Your goal:
Pick out every line of the entries below where "down" occurs, and copy those lines.

Data records:
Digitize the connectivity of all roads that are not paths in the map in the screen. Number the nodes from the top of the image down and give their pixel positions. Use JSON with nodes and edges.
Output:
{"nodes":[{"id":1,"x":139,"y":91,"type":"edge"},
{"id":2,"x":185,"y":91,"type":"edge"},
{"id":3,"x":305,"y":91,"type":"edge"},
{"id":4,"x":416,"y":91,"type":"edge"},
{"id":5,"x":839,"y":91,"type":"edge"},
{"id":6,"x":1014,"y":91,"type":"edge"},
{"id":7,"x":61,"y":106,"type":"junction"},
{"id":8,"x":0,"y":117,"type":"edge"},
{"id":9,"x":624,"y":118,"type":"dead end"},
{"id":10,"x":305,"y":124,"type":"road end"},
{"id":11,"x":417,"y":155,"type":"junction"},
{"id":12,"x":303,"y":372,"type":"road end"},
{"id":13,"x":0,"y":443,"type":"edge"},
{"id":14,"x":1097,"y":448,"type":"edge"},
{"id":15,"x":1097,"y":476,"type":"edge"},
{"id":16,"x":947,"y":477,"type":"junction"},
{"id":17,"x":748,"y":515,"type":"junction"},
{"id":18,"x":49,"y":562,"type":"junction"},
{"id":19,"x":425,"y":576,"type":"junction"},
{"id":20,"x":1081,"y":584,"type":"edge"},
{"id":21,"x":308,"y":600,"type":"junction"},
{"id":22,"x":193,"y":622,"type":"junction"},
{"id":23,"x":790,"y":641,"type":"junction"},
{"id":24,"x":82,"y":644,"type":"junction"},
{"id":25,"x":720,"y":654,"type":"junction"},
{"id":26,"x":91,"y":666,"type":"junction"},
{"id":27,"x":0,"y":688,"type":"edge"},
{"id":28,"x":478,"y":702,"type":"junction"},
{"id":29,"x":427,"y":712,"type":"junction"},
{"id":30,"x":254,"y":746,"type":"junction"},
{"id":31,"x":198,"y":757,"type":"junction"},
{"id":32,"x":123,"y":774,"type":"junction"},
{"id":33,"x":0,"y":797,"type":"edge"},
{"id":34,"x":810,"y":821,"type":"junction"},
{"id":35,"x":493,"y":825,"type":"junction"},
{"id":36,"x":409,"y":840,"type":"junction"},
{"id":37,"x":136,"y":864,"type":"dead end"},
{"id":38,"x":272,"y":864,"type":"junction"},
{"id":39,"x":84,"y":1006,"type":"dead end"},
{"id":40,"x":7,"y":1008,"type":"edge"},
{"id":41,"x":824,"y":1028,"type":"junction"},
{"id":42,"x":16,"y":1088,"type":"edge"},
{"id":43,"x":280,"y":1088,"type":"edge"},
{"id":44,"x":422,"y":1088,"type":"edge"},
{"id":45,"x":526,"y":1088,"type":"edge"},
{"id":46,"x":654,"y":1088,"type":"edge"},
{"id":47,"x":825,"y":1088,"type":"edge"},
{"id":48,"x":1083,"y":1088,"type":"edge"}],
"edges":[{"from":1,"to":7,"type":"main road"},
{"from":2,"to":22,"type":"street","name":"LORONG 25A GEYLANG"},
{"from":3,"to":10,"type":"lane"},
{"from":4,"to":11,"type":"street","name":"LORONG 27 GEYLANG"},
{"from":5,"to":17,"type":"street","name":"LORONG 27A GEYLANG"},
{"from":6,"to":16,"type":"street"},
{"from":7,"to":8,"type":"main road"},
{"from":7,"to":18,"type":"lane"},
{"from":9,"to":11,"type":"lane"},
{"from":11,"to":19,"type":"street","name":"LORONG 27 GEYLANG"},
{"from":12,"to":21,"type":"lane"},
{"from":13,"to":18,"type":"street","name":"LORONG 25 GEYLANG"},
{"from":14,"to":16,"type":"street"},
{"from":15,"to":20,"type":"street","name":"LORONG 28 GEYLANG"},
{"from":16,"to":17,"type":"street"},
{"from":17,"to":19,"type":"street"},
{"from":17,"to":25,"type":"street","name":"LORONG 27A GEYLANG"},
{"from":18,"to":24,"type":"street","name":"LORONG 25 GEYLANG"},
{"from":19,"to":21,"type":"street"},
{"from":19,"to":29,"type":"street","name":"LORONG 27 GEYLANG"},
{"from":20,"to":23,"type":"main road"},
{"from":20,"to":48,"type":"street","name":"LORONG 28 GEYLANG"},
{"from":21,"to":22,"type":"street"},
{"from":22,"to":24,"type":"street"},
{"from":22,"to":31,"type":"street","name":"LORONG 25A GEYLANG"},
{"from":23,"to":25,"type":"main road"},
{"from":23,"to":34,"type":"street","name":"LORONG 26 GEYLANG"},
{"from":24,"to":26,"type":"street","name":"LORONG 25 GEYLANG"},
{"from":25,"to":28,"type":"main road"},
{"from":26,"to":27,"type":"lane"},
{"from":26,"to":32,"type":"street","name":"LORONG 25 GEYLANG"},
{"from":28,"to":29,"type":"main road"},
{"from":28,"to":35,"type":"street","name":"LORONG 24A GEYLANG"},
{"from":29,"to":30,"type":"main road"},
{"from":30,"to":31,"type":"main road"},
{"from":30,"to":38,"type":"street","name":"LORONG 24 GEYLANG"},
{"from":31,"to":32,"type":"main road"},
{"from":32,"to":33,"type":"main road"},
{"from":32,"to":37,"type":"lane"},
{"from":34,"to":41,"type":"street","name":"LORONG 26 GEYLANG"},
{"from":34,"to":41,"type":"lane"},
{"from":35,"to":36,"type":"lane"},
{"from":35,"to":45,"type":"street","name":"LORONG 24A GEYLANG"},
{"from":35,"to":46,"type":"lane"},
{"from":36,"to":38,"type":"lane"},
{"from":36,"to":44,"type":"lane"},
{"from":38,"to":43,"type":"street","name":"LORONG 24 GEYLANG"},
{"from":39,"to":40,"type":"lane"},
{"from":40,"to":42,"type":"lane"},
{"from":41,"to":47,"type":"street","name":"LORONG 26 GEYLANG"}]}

--

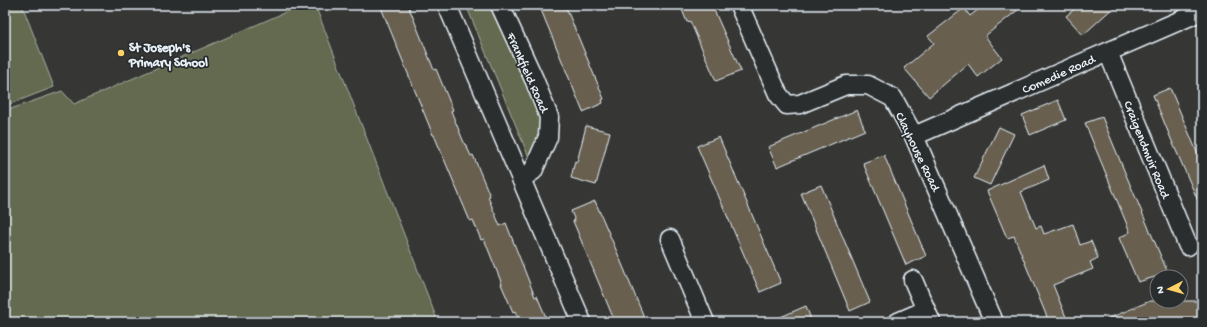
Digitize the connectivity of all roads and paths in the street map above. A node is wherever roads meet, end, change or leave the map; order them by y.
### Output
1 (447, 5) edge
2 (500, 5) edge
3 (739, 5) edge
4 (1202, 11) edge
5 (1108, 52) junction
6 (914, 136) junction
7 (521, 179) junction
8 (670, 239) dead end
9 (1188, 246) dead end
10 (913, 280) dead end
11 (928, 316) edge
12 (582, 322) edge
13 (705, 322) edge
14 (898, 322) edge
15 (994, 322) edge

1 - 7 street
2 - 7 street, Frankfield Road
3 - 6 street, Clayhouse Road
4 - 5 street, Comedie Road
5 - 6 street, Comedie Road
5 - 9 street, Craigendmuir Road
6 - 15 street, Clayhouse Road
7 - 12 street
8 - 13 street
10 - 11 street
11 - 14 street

---

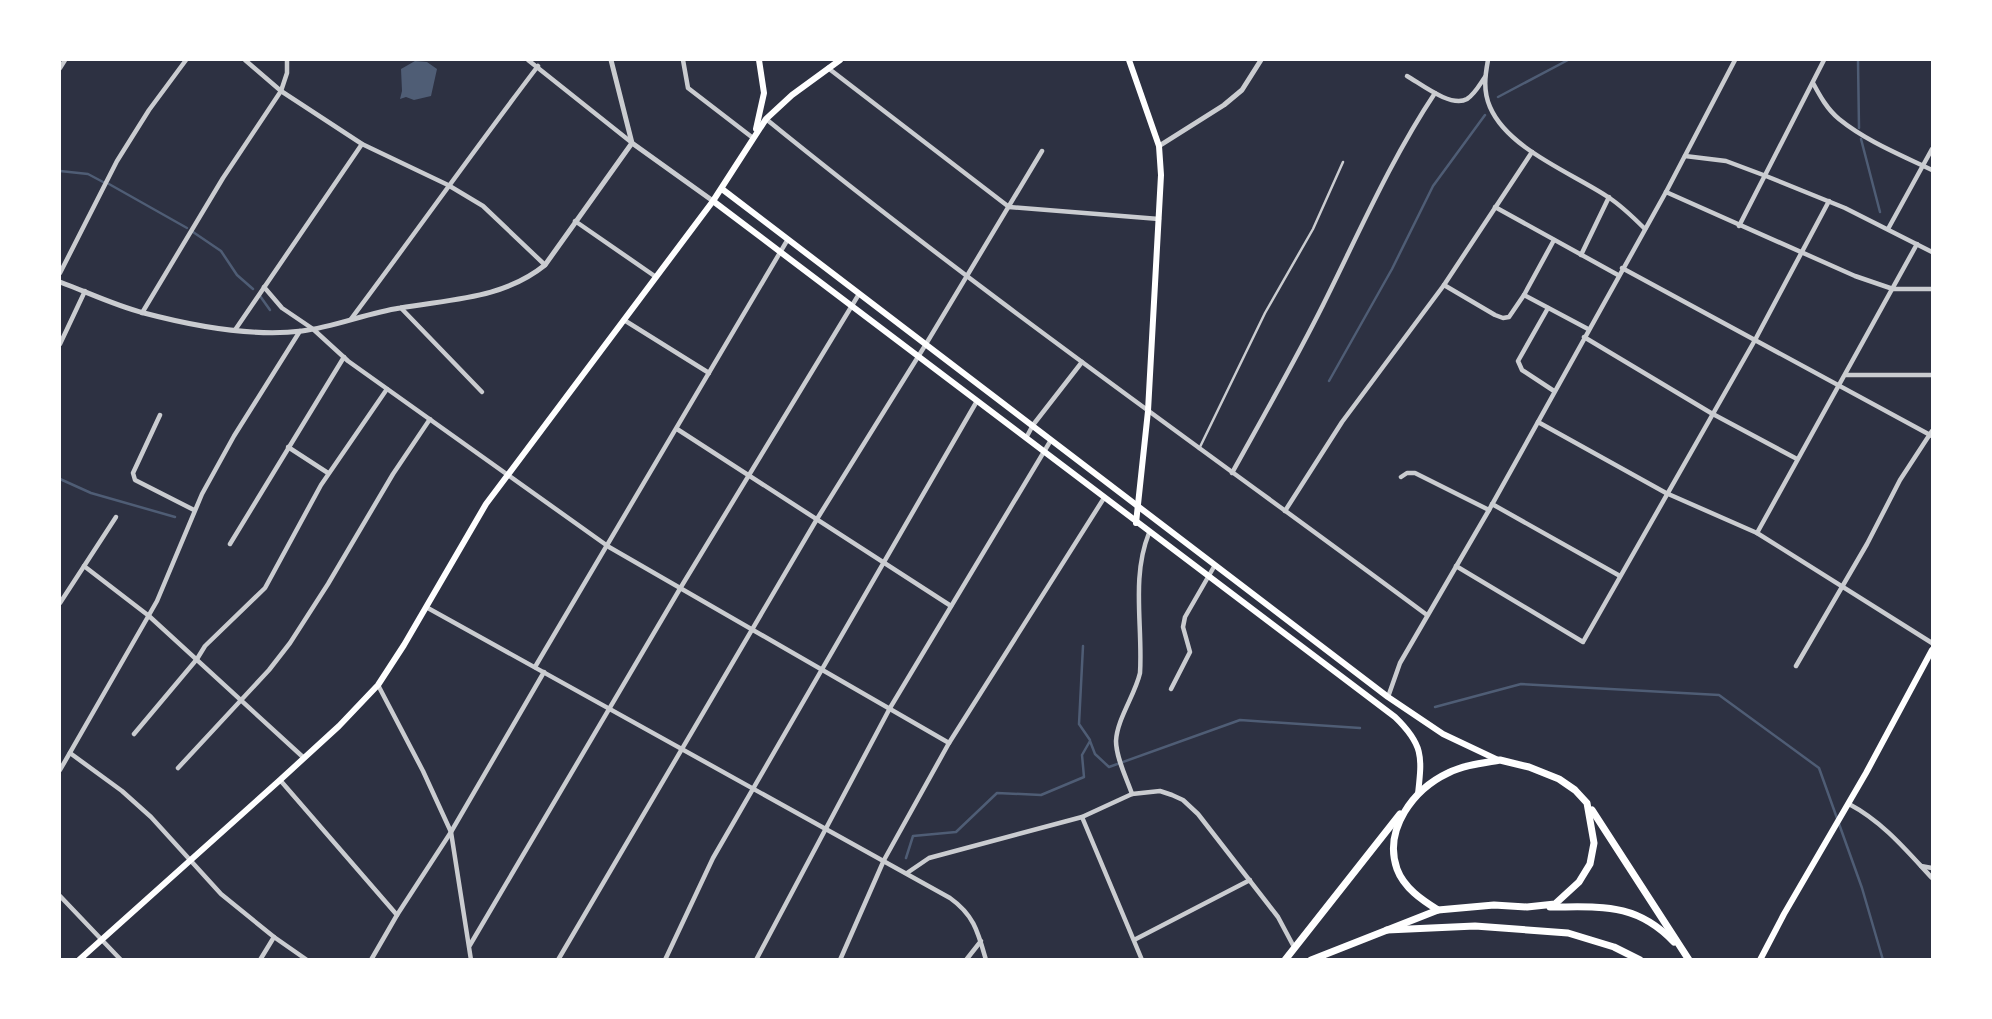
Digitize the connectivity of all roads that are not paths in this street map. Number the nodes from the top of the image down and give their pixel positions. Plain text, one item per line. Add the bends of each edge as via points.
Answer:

Your response:
Digitize the connectivity of all roads that are not paths in the map in the screen. Number the nodes from the top of the image down and give their pixel positions. Use JSON with nodes and edges.
Digitize the connectivity of all roads that are not paths in this street map. Number the nodes from the top of the image down and give their pixel positions. Plain text, one item per line. Add the bends of each edge as via points.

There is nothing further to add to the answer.